AIM OF THE TASK: Although the entries contain pictures, your copy should hold only their exact text.

==== DATA RECORDS ====

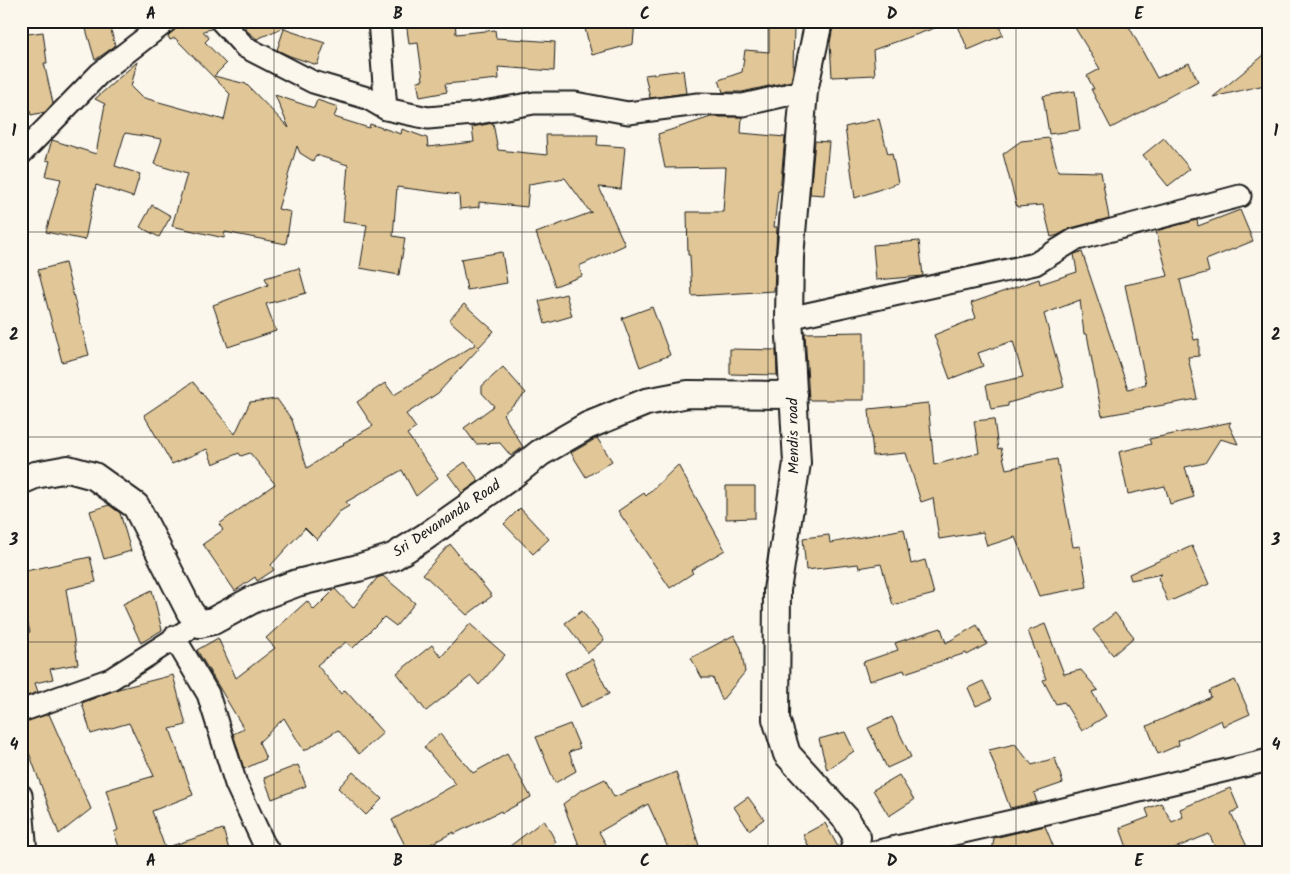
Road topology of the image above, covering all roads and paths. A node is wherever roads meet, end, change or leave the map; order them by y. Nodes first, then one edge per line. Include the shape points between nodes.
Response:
1 (168, 21) edge
2 (221, 21) edge
3 (378, 21) edge
4 (819, 21) edge
5 (804, 91) junction
6 (386, 109) junction
7 (21, 154) edge
8 (1240, 196) dead end
9 (789, 318) junction
10 (794, 396) junction
11 (21, 482) edge
12 (200, 624) junction
13 (174, 637) junction
14 (21, 711) edge
15 (1269, 760) edge
16 (21, 795) edge
17 (26, 853) edge
18 (270, 853) edge
19 (853, 853) edge
20 (870, 853) edge

1 - 7 street via 100,73
2 - 6 street via 245,47 312,82 367,98
3 - 6 street
4 - 5 street, Mendis road
5 - 6 street via 742,105 698,104 628,113 575,103 534,103 428,118
5 - 9 street, Mendis road via 790,257
8 - 9 street via 1074,240 1035,264
9 - 10 street, Mendis road
10 - 12 street, Sri Devananda Road via 688,394 646,402 587,426 540,453 425,537 393,556 297,583
10 - 19 street, Mendis road via 797,463 777,590 776,719 787,754 846,819 857,837
11 - 12 street via 35,475 68,469 94,476 136,506 190,612
12 - 13 street, Sri Devananda Road
13 - 14 street, Sri Devananda Road via 111,679
13 - 18 street via 208,694 236,784
15 - 20 street
16 - 17 street

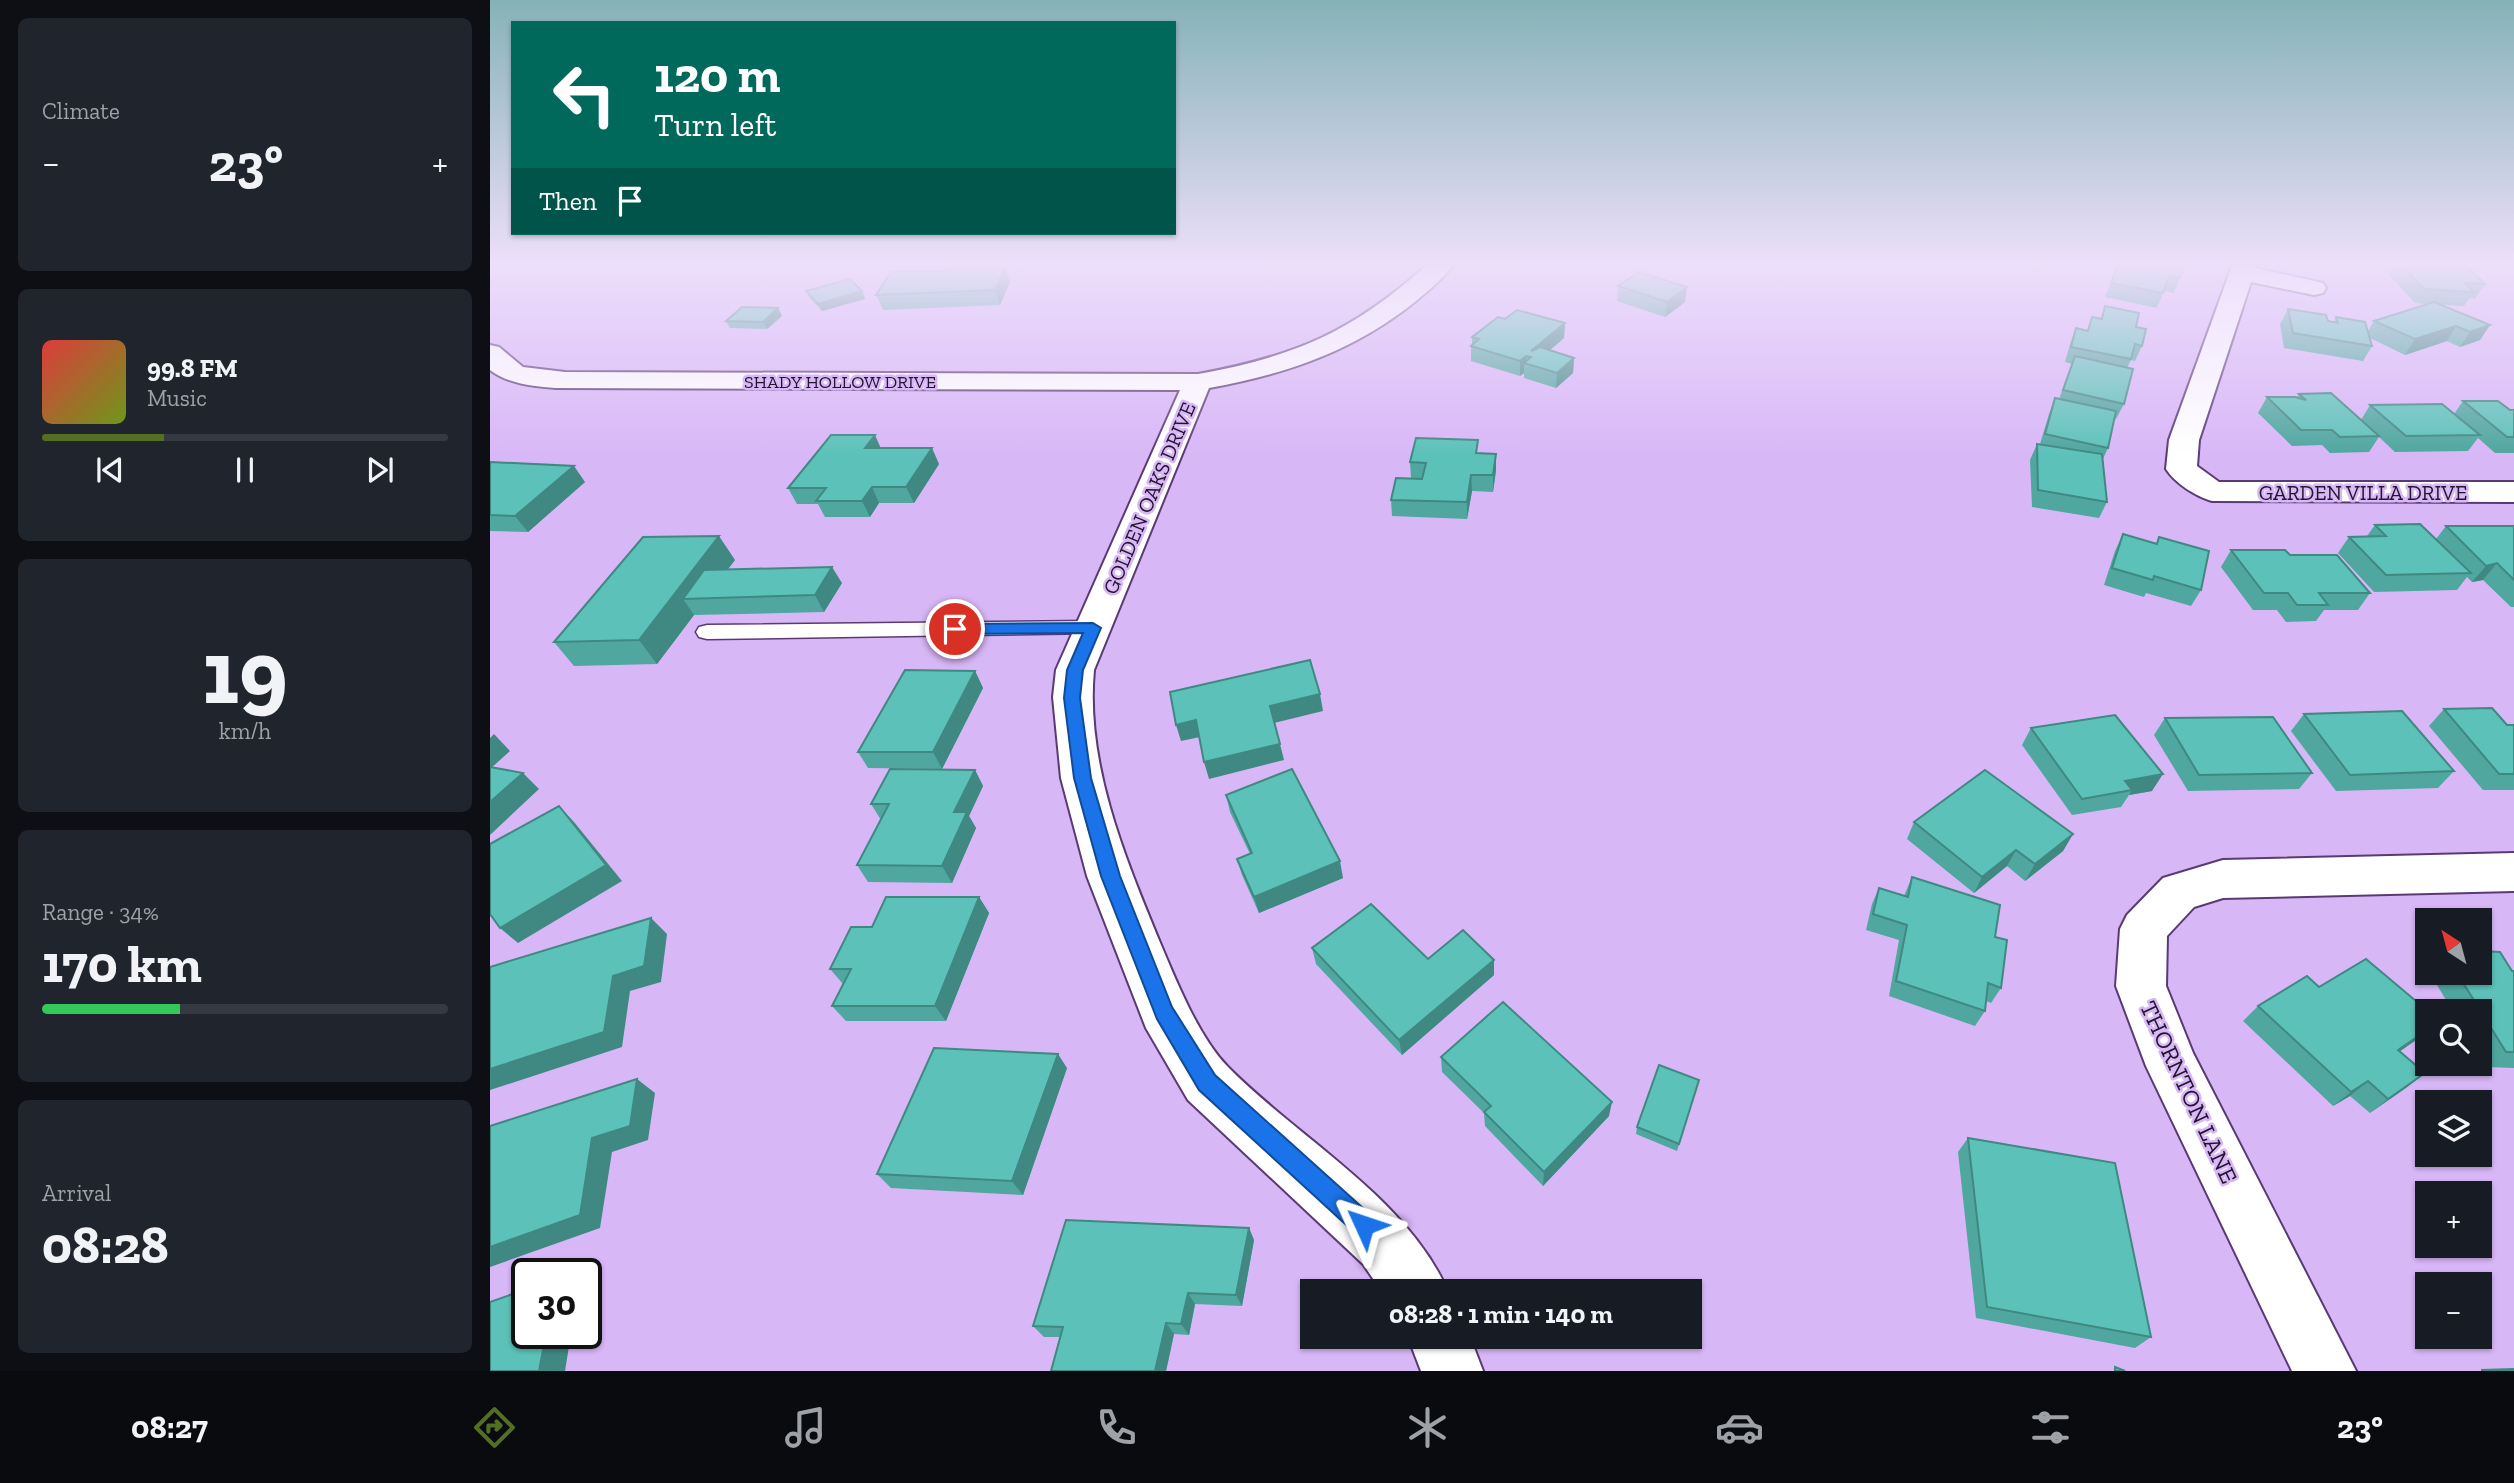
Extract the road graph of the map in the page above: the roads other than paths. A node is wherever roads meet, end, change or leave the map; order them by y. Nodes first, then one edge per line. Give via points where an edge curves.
1 (1365, 327) edge
2 (2223, 327) edge
3 (490, 353) edge
4 (1198, 382) junction
5 (2514, 492) edge
6 (1093, 628) junction
7 (707, 632) dead end
8 (2514, 872) edge
9 (1409, 1279) edge
10 (1444, 1349) edge
11 (1452, 1371) edge
12 (2325, 1371) edge

1 - 4 street, SHADY HOLLOW DRIVE via 1334,346 1270,369
2 - 5 street, GARDEN VILLA DRIVE via 2184,440 2181,469 2212,491
3 - 4 street, SHADY HOLLOW DRIVE via 504,369 565,380
4 - 6 street, GOLDEN OAKS DRIVE
6 - 7 lane
6 - 9 street, GOLDEN OAKS DRIVE via 1075,670 1072,698 1082,778 1110,876 1164,1012 1207,1083 1384,1243
8 - 12 street, THORNTON LANE via 2223,879 2179,892 2144,929 2141,986 2172,1066
10 - 11 street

====

OUTPUT OF THE TASK:
Road topology of the image above, covering all roads and paths. A node is wherever roads meet, end, change or leave the map; order them by y. Nodes first, then one edge per line. Include the shape points between nodes.
Response:
1 (168, 21) edge
2 (221, 21) edge
3 (378, 21) edge
4 (819, 21) edge
5 (804, 91) junction
6 (386, 109) junction
7 (21, 154) edge
8 (1240, 196) dead end
9 (789, 318) junction
10 (794, 396) junction
11 (21, 482) edge
12 (200, 624) junction
13 (174, 637) junction
14 (21, 711) edge
15 (1269, 760) edge
16 (21, 795) edge
17 (26, 853) edge
18 (270, 853) edge
19 (853, 853) edge
20 (870, 853) edge

1 - 7 street via 100,73
2 - 6 street via 245,47 312,82 367,98
3 - 6 street
4 - 5 street, Mendis road
5 - 6 street via 742,105 698,104 628,113 575,103 534,103 428,118
5 - 9 street, Mendis road via 790,257
8 - 9 street via 1074,240 1035,264
9 - 10 street, Mendis road
10 - 12 street, Sri Devananda Road via 688,394 646,402 587,426 540,453 425,537 393,556 297,583
10 - 19 street, Mendis road via 797,463 777,590 776,719 787,754 846,819 857,837
11 - 12 street via 35,475 68,469 94,476 136,506 190,612
12 - 13 street, Sri Devananda Road
13 - 14 street, Sri Devananda Road via 111,679
13 - 18 street via 208,694 236,784
15 - 20 street
16 - 17 street

Extract the road graph of the map in the page above: the roads other than paths. A node is wherever roads meet, end, change or leave the map; order them by y. Nodes first, then one edge per line. Give via points where an edge curves.
1 (1365, 327) edge
2 (2223, 327) edge
3 (490, 353) edge
4 (1198, 382) junction
5 (2514, 492) edge
6 (1093, 628) junction
7 (707, 632) dead end
8 (2514, 872) edge
9 (1409, 1279) edge
10 (1444, 1349) edge
11 (1452, 1371) edge
12 (2325, 1371) edge

1 - 4 street, SHADY HOLLOW DRIVE via 1334,346 1270,369
2 - 5 street, GARDEN VILLA DRIVE via 2184,440 2181,469 2212,491
3 - 4 street, SHADY HOLLOW DRIVE via 504,369 565,380
4 - 6 street, GOLDEN OAKS DRIVE
6 - 7 lane
6 - 9 street, GOLDEN OAKS DRIVE via 1075,670 1072,698 1082,778 1110,876 1164,1012 1207,1083 1384,1243
8 - 12 street, THORNTON LANE via 2223,879 2179,892 2144,929 2141,986 2172,1066
10 - 11 street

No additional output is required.